Different versions of ransomware can make the data recovery process a bit more challenging, for example:
- Some ransomware attacks have been known to delay their start, instead waiting a period of time or until a specific date before unleashing the downloaded malware and starting the encryption process. In that case you’ll need to be able to roll back the clock on your backup to a date before the infection so you can recover your files.
- Other ransomware attacks will attempt to also encrypt connected accessible drives, including for example your local backup drive. For this reason following the 3-2-1 backup strategy of having both an onsite and offsite backup of your data is the best prevention against data loss if ransomware strikes.
All of this could have been avoided had Elli not been fooled by the email and downloaded the file. As is often the case with ransomware attacks, the miscreants used social engineering to get past Elli’s defenses. Social engineering can be defined as the “psychological manipulation of people into performing actions or divulging confidential information.” In Elli’s case there were several tricks:
- The “to address” on the email contained Elli’s full name.

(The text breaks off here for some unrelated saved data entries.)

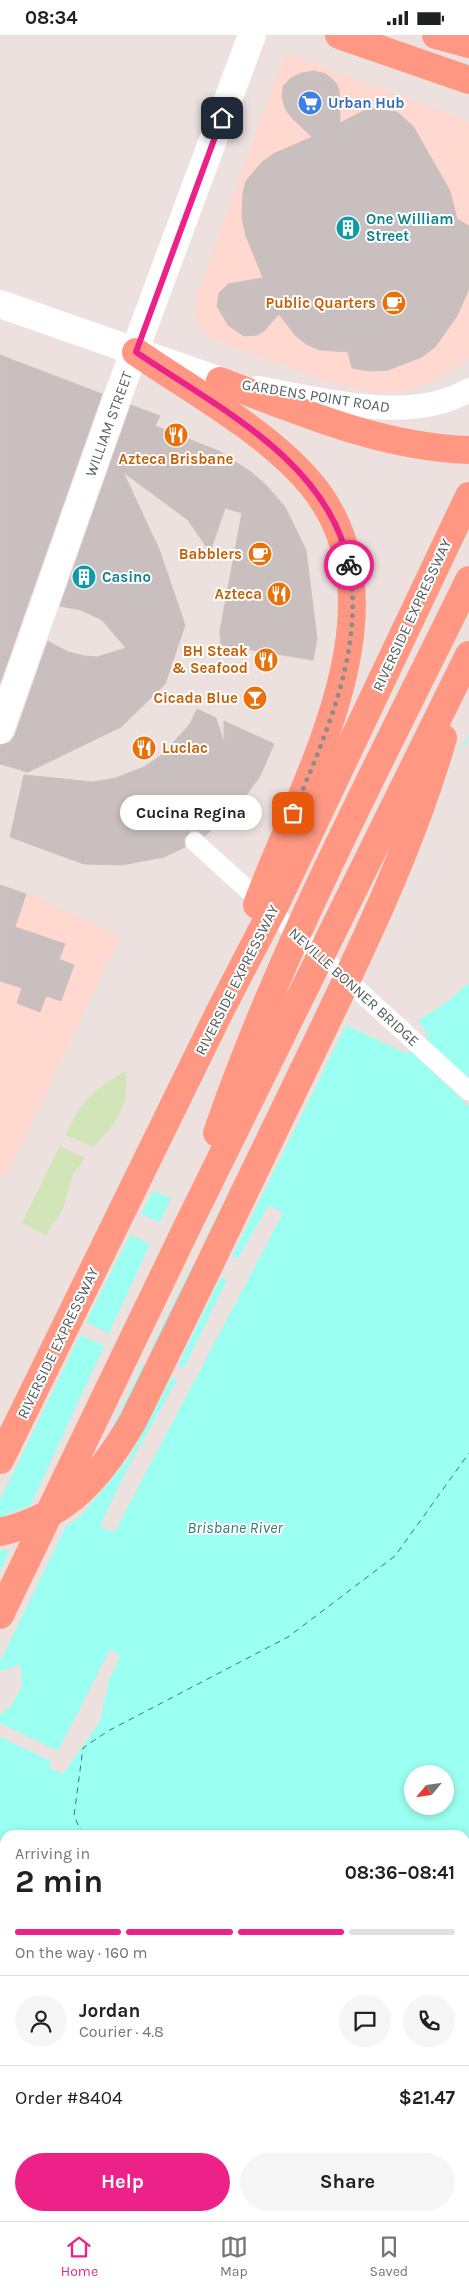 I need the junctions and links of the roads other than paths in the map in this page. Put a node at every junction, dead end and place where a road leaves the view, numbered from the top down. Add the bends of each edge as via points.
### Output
1 (252, 35) edge
2 (339, 35) edge
3 (436, 35) edge
4 (469, 44) edge
5 (466, 79) edge
6 (0, 304) edge
7 (136, 352) junction
8 (220, 381) junction
9 (469, 390) edge
10 (469, 451) edge
11 (469, 497) edge
12 (469, 580) edge
13 (467, 659) edge
14 (0, 730) edge
15 (195, 842) dead end
16 (218, 1015) junction
17 (469, 1091) edge
18 (188, 1225) junction
19 (0, 1460) edge
20 (0, 1532) edge
21 (0, 1615) edge

1 - 7 street, WILLIAM STREET
2 - 5 highway
3 - 4 highway
6 - 7 street
7 - 8 street
7 - 14 street, WILLIAM STREET
7 - 16 highway via 252,431 311,483 333,518 346,552 353,599 351,636 342,681
8 - 9 street, GARDENS POINT ROAD via 397,409 439,404
8 - 10 highway via 363,432 413,445
11 - 16 highway, RIVERSIDE EXPRESSWAY via 277,901
12 - 18 highway via 324,877 281,975 231,1093
13 - 18 highway
13 - 20 highway via 432,777 353,970 133,1421 108,1461 83,1490 60,1508
15 - 17 street, NEVILLE BONNER BRIDGE
16 - 19 highway, RIVERSIDE EXPRESSWAY
18 - 21 highway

- It is normal for our office to get emails with attachments from the voicemail system.
- It is normal for our office to get messages from Quickbooks.
It’s hard to know if Elli was just one of millions of people who received this email or as is more likely, Elli was the victim of a targeted attack. Such targeted attacks, also known as spear phishing, require that the sender learn about the target so that email message appears more authentic. For most of us finding the information needed to create a credible socially engineered email is as easy as perusing the company web site and then doing a little research on social sites like Facebook, LinkedIn, Google+, and so on.
Lessons learned by “Elli”
It is easy to blame Elli for letting her system get infected with ransomware, but there were multiple failures here. She was using a browser to access her cloud-based email. The email system didn’t block the email that contained the malware. Neither the browser nor the email system she was using caught the fact that the attached ZIP file contained an executable file as she was able to download the file without incident. Finally, the anti-virus software on her PC didn’t detect anything when she downloaded and then unzipped the malware file. No pop-ups, no notifications, nothing; she was on her own and in a moment of weakness she made a mistake. As embarrassing as it is, she let us tell her story so maybe someone else won’t make the same mistake. Thanks Elli.
Some of you may be wondering about the data we store for our customers. The systems and networks of our business operations and our production operations are independent, with separate access and credentials for each. While having an employee’s computer compromised by ransomware was horribly inconvenient for the employee, Backblaze’s core systems were never at risk.